BGH Urteil vom 11.02.2020 – Der Teufel steckt im Detail
Ganz so weit will der BGH laut einem aktuellen Urteil vom 11.02.2020 (XIII ZR 27/19, siehe hier) nun wohl doch nicht gehen. In den am 06.05.2020 veröffentlichten Urteilsgründen widmet er sich denn auch ausführlich der Definition des Begriffes Netzengpass. Ein solcher liege vor, wenn ein Netzbereich überlastet ist oder die Überlastung eines Netzbereichs droht und das Stromnetz daher nicht mehr sicher betrieben werden kann. Zum Stromnetz zähle dabei jedes Betriebsmittel, welches für die Verteilung von elektrischem Strom im jeweiligen Netzbereich eingesetzt ist, also Stromleitungen ebenso wie Schalt- und Umspannwerke und deren Komponenten. Zudem schließe das Erfordernis eines Netzengpasses nicht aus, dass die Kapazität des betroffenen Netzbereichs vorübergehend eingeschränkt ist, weil ein zugehöriges Betriebsmittel infolge einer Störung oder der Durchführung von Reparatur-, Instandhaltungs- oder Netzausbaumaßnahmen nicht zur Verfügung steht.

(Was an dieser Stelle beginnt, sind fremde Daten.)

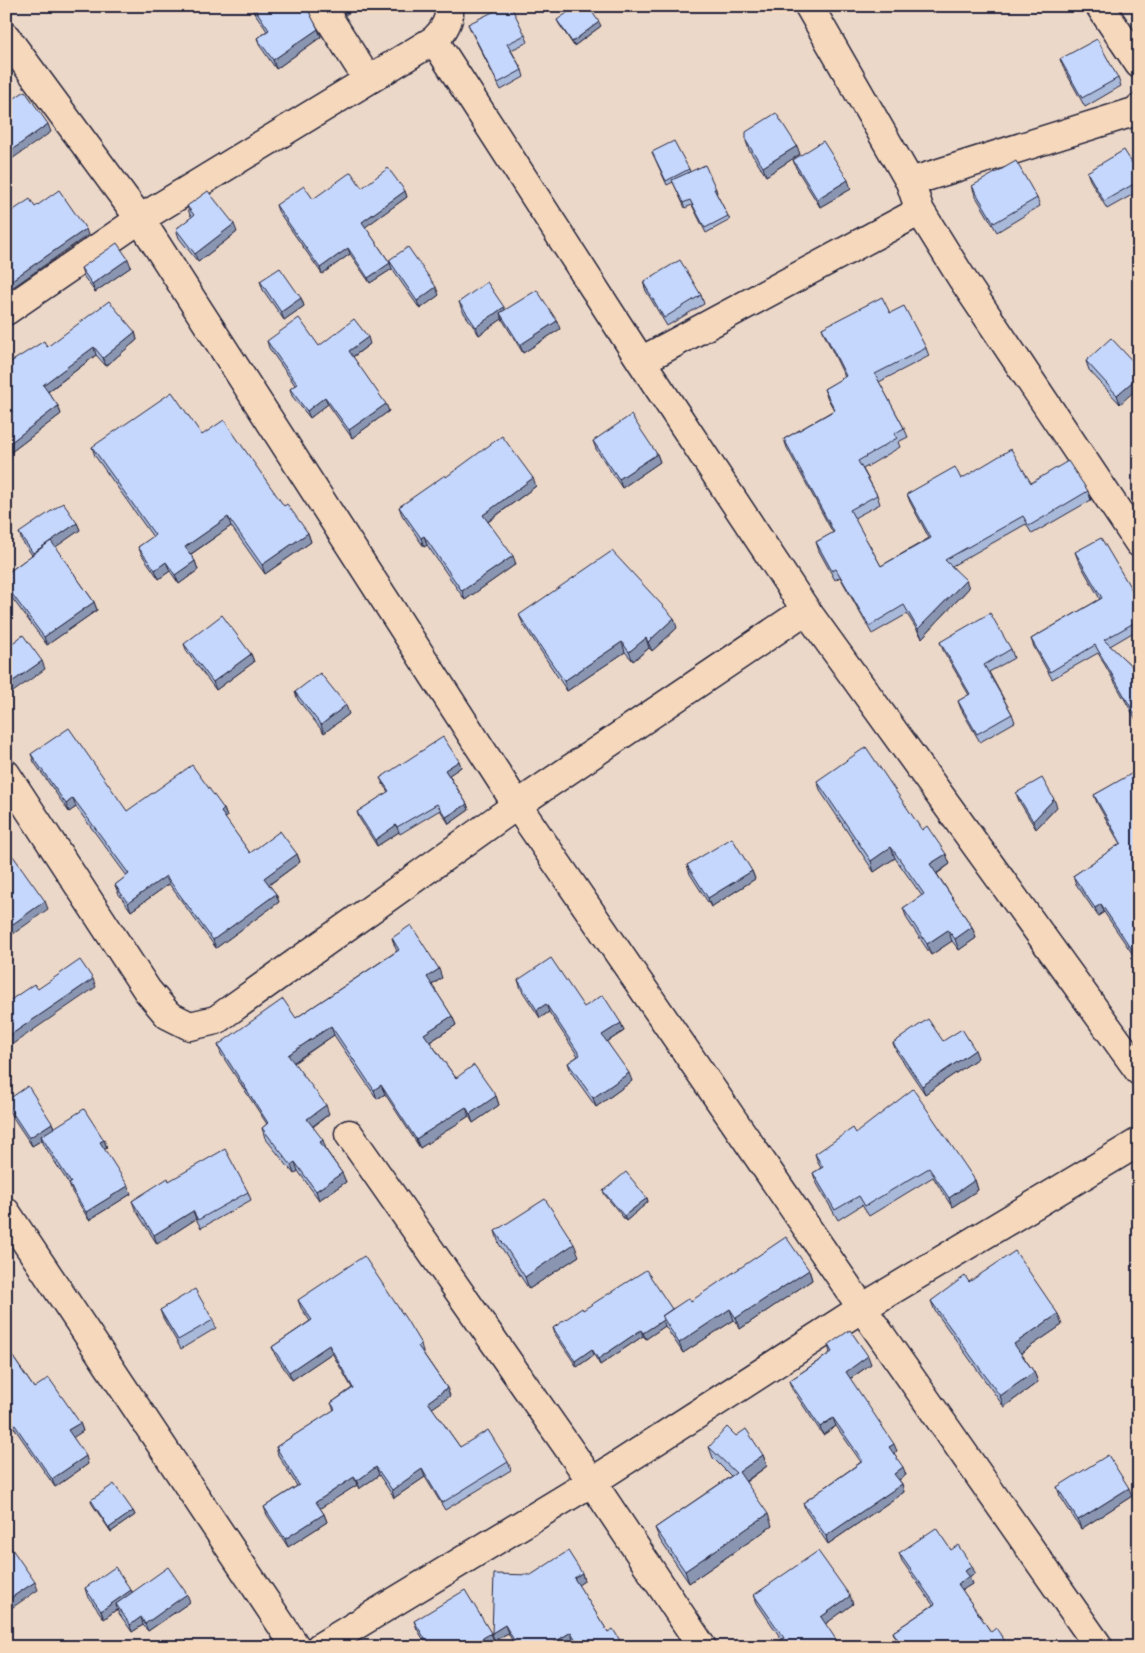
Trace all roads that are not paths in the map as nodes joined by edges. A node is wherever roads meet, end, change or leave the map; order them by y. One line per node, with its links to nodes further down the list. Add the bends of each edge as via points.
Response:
1 (321, 6): 8 (street)
2 (448, 6): 6 (street, via 450,11 445,26)
3 (808, 6): 10 (street)
4 (1100, 6): 7 (street)
5 (6, 37): 12 (street)
6 (434, 40): 8 (street); 14 (street)
7 (1139, 64)
8 (368, 80): 12 (street)
9 (1139, 108): 10 (street)
10 (910, 182): 11 (street)
11 (920, 211): 14 (street); 15 (street)
12 (140, 219): 13 (street); 18 (street)
13 (6, 311)
14 (641, 361): 16 (street)
15 (1139, 543)
16 (806, 610): 18 (street); 19 (street)
17 (10, 788): 18 (street, via 147,990 168,1015 190,1026 216,1020)
18 (517, 806): 23 (street)
19 (1139, 1071)
20 (349, 1134): 24 (street)
21 (1139, 1142): 23 (street)
22 (6, 1212): 25 (street)
23 (862, 1308): 24 (street); 28 (street)
24 (592, 1482): 26 (street); 27 (street)
25 (296, 1647)
26 (320, 1647)
27 (702, 1647)
28 (1099, 1647)

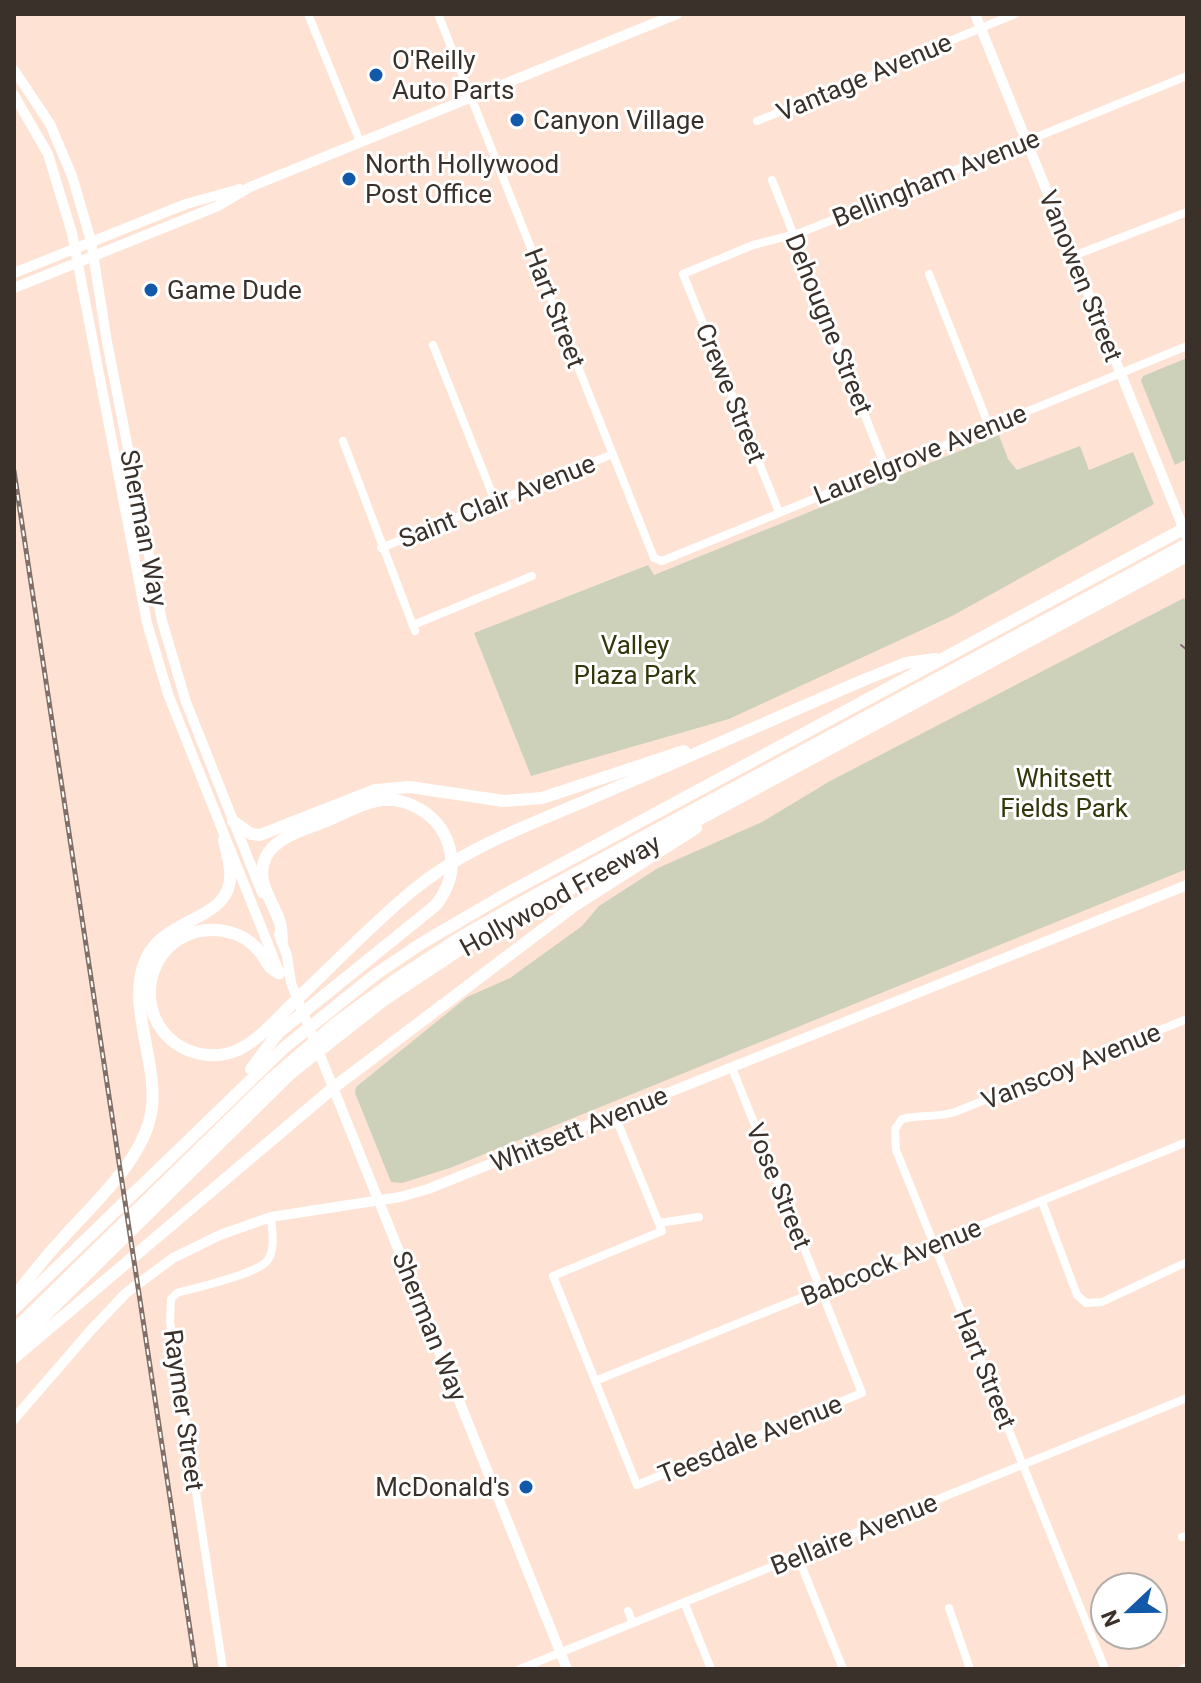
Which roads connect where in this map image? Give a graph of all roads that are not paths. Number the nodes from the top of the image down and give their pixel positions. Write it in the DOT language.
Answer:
graph roads {
  1 [pos="308,14"];
  2 [pos="438,14"];
  3 [pos="677,14"];
  4 [pos="975,14"];
  5 [pos="1015,14"];
  6 [pos="981,28"];
  7 [pos="14,70"];
  8 [pos="1187,76"];
  9 [pos="14,95"];
  10 [pos="471,98"];
  11 [pos="757,121"];
  12 [pos="1027,141"];
  13 [pos="360,142"];
  14 [pos="772,180"];
  15 [pos="250,187"];
  16 [pos="1187,212"];
  17 [pos="793,235"];
  18 [pos="91,241"];
  19 [pos="76,247"];
  20 [pos="1073,256"];
  21 [pos="93,257"];
  22 [pos="78,264"];
  23 [pos="14,273"];
  24 [pos="683,274"];
  25 [pos="929,274"];
  26 [pos="14,288"];
  27 [pos="433,345"];
  28 [pos="1187,346"];
  29 [pos="1121,374"];
  30 [pos="989,426"];
  31 [pos="125,433"];
  32 [pos="111,435"];
  33 [pos="343,441"];
  34 [pos="613,454"];
  35 [pos="886,469"];
  36 [pos="495,501"];
  37 [pos="779,512"];
  38 [pos="1187,527"];
  39 [pos="1187,537"];
  40 [pos="1187,544"];
  41 [pos="381,548"];
  42 [pos="1163,554"];
  43 [pos="1187,556"];
  44 [pos="654,558"];
  45 [pos="532,576"];
  46 [pos="162,621"];
  47 [pos="147,623"];
  48 [pos="170,652"];
  49 [pos="156,655"];
  50 [pos="946,657"];
  51 [pos="186,702"];
  52 [pos="172,705"];
  53 [pos="726,740"];
  54 [pos="741,796"];
  55 [pos="233,821"];
  56 [pos="224,840"];
  57 [pos="1187,885"];
  58 [pos="282,941"];
  59 [pos="279,973"];
  60 [pos="291,983"];
  61 [pos="1187,1019"];
  62 [pos="732,1068"];
  63 [pos="331,1084"];
  64 [pos="226,1101"];
  65 [pos="955,1112"];
  66 [pos="615,1116"];
  67 [pos="1187,1142"];
  68 [pos="379,1200"];
  69 [pos="1042,1202"];
  70 [pos="271,1217"];
  71 [pos="699,1217"];
  72 [pos="660,1227"];
  73 [pos="935,1245"];
  74 [pos="1187,1262"];
  75 [pos="820,1289"];
  76 [pos="14,1297"];
  77 [pos="14,1309"];
  78 [pos="14,1320"];
  79 [pos="14,1330"];
  80 [pos="14,1346"];
  81 [pos="14,1358"];
  82 [pos="595,1381"];
  83 [pos="862,1393"];
  84 [pos="1187,1398"];
  85 [pos="14,1419"];
  86 [pos="1024,1464"];
  87 [pos="798,1557"];
  88 [pos="684,1602"];
  89 [pos="949,1608"];
  90 [pos="628,1611"];
  91 [pos="633,1623"];
  92 [pos="560,1653"];
  93 [pos="223,1669"];
  94 [pos="520,1669"];
  95 [pos="567,1669"];
  96 [pos="711,1669"];
  97 [pos="843,1669"];
  98 [pos="970,1669"];
  99 [pos="1105,1669"];
  1 -- 13 [label="street"];
  2 -- 10 [label="street, Hart Street"];
  3 -- 10 [label="main road"];
  4 -- 6 [label="main road, Vanowen Street"];
  5 -- 6 [label="street, Vantage Avenue"];
  6 -- 11 [label="street, Vantage Avenue"];
  6 -- 12 [label="main road, Vanowen Street"];
  7 -- 18 [label="main road, Sherman Way"];
  8 -- 12 [label="street, Bellingham Avenue"];
  9 -- 19 [label="main road, Sherman Way"];
  10 -- 13 [label="main road"];
  10 -- 34 [label="street, Hart Street"];
  12 -- 17 [label="street, Bellingham Avenue"];
  12 -- 20 [label="main road, Vanowen Street"];
  13 -- 15 [label="main road"];
  14 -- 17 [label="street, Dehougne Street"];
  15 -- 18 [label="main road"];
  15 -- 21 [label="main road"];
  16 -- 20 [label="street"];
  17 -- 24 [label="street, Bellingham Avenue"];
  17 -- 35 [label="street, Dehougne Street"];
  18 -- 19 [label="main road"];
  18 -- 21 [label="main road, Sherman Way"];
  19 -- 22 [label="main road, Sherman Way"];
  19 -- 23 [label="main road"];
  20 -- 29 [label="main road, Vanowen Street"];
  21 -- 22 [label="main road"];
  21 -- 31 [label="main road, Sherman Way"];
  22 -- 26 [label="main road"];
  22 -- 32 [label="main road, Sherman Way"];
  24 -- 37 [label="street, Crewe Street"];
  25 -- 30 [label="street"];
  27 -- 36 [label="street"];
  28 -- 29 [label="street, Laurelgrove Avenue"];
  29 -- 30 [label="street, Laurelgrove Avenue"];
  29 -- 39 [label="main road, Vanowen Street"];
  30 -- 35 [label="street, Laurelgrove Avenue"];
  31 -- 32 [label="main road"];
  31 -- 46 [label="main road, Sherman Way"];
  32 -- 47 [label="main road, Sherman Way"];
  33 -- 41 [label="street"];
  34 -- 36 [label="street, Saint Clair Avenue"];
  34 -- 44 [label="street, Hart Street"];
  35 -- 37 [label="street, Laurelgrove Avenue"];
  36 -- 41 [label="street, Saint Clair Avenue"];
  37 -- 44 [label="street, Laurelgrove Avenue"];
  38 -- 42 [label="highway, Hollywood Freeway"];
  39 -- 42 [label="highway"];
  40 -- 42 [label="highway"];
  41 -- 45 [label="street"];
  42 -- 43 [label="highway, Hollywood Freeway"];
  42 -- 50 [label="highway, Hollywood Freeway"];
  42 -- 54 [label="highway, Hollywood Freeway"];
  42 -- 78 [label="highway"];
  42 -- 79 [label="highway"];
  46 -- 47 [label="main road"];
  46 -- 48 [label="main road, Sherman Way"];
  47 -- 49 [label="main road, Sherman Way"];
  48 -- 49 [label="main road"];
  48 -- 51 [label="main road, Sherman Way"];
  49 -- 52 [label="main road, Sherman Way"];
  50 -- 53 [label="highway"];
  50 -- 64 [label="highway, Hollywood Freeway"];
  51 -- 52 [label="main road"];
  51 -- 55 [label="main road, Sherman Way"];
  52 -- 56 [label="main road, Sherman Way"];
  53 -- 55 [label="highway"];
  53 -- 59 [label="highway"];
  54 -- 63 [label="highway"];
  54 -- 80 [label="highway, Hollywood Freeway"];
  55 -- 58 [label="main road, Sherman Way"];
  56 -- 59 [label="main road, Sherman Way"];
  56 -- 76 [label="highway"];
  57 -- 62 [label="main road, Whitsett Avenue"];
  58 -- 60 [label="main road, Sherman Way"];
  58 -- 64 [label="highway"];
  59 -- 60 [label="main road, Sherman Way"];
  60 -- 63 [label="main road, Sherman Way"];
  61 -- 65 [label="street, Vanscoy Avenue"];
  62 -- 66 [label="main road, Whitsett Avenue"];
  62 -- 75 [label="street, Vose Street"];
  63 -- 68 [label="main road, Sherman Way"];
  63 -- 81 [label="highway"];
  64 -- 77 [label="highway, Hollywood Freeway"];
  65 -- 73 [label="street, Hart Street"];
  66 -- 68 [label="main road, Whitsett Avenue"];
  66 -- 72 [label="street"];
  67 -- 69 [label="street, Babcock Avenue"];
  68 -- 70 [label="main road, Whitsett Avenue"];
  68 -- 92 [label="main road, Sherman Way"];
  69 -- 73 [label="street, Babcock Avenue"];
  69 -- 74 [label="street"];
  70 -- 85 [label="main road, Whitsett Avenue"];
  70 -- 93 [label="street, Raymer Street"];
  71 -- 72 [label="street"];
  72 -- 82 [label="street"];
  73 -- 75 [label="street, Babcock Avenue"];
  73 -- 86 [label="street, Hart Street"];
  75 -- 82 [label="street, Babcock Avenue"];
  75 -- 83 [label="street, Vose Street"];
  82 -- 83 [label="street, Teesdale Avenue"];
  84 -- 86 [label="street, Bellaire Avenue"];
  86 -- 87 [label="street, Bellaire Avenue"];
  86 -- 99 [label="street, Hart Street"];
  87 -- 88 [label="street, Bellaire Avenue"];
  87 -- 97 [label="street"];
  88 -- 91 [label="street, Bellaire Avenue"];
  88 -- 96 [label="street"];
  89 -- 98 [label="street"];
  90 -- 91 [label="street"];
  91 -- 92 [label="street, Bellaire Avenue"];
  92 -- 94 [label="street, Bellaire Avenue"];
  92 -- 95 [label="main road, Sherman Way"];
}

In dem vom BGH konkret entschiedenen Fall ging es um die wiederholte Regelung von sechs Windenergieanlagen. Im Zeitraum März 2014 bis November 2016 trennte der Netzbetreiber aus unterschiedlichen Gründen die Windenergieanlagen mehrfach für jeweils einige Stunden vom Netz. Der Netzbetreiber hatte diese Trennungen überwiegend damit begründet, infolge notwendiger Reparatur-, Wartungs- oder Netzumbauarbeiten hätten einzelne zum Stromnetz gehörende Leitungen spannungsfrei geschaltet werden müssen. Eine Härtefallentschädigung hatte er deshalb abgelehnt. Aus Sicht des BGH war dabei von den Vorinstanzen jedoch nicht im nötigen Umfang aufgeklärt worden, ob im betroffenen Bereich des Netzes weiterhin von anderen Stromerzeugungsanlagen Strom eingespeist wurde. Dabei sei insbesondere zu prüfen, ob die geregelte Anlage gerade zu dem Zweck vom Netz getrennt wurde, eine Verringerung der insgesamt einzuspeisenden Strommenge herbeizuführen. In einem solchen Fäll läge nämlich ein entschädigungspflichtiges Einspeisemanagement vor.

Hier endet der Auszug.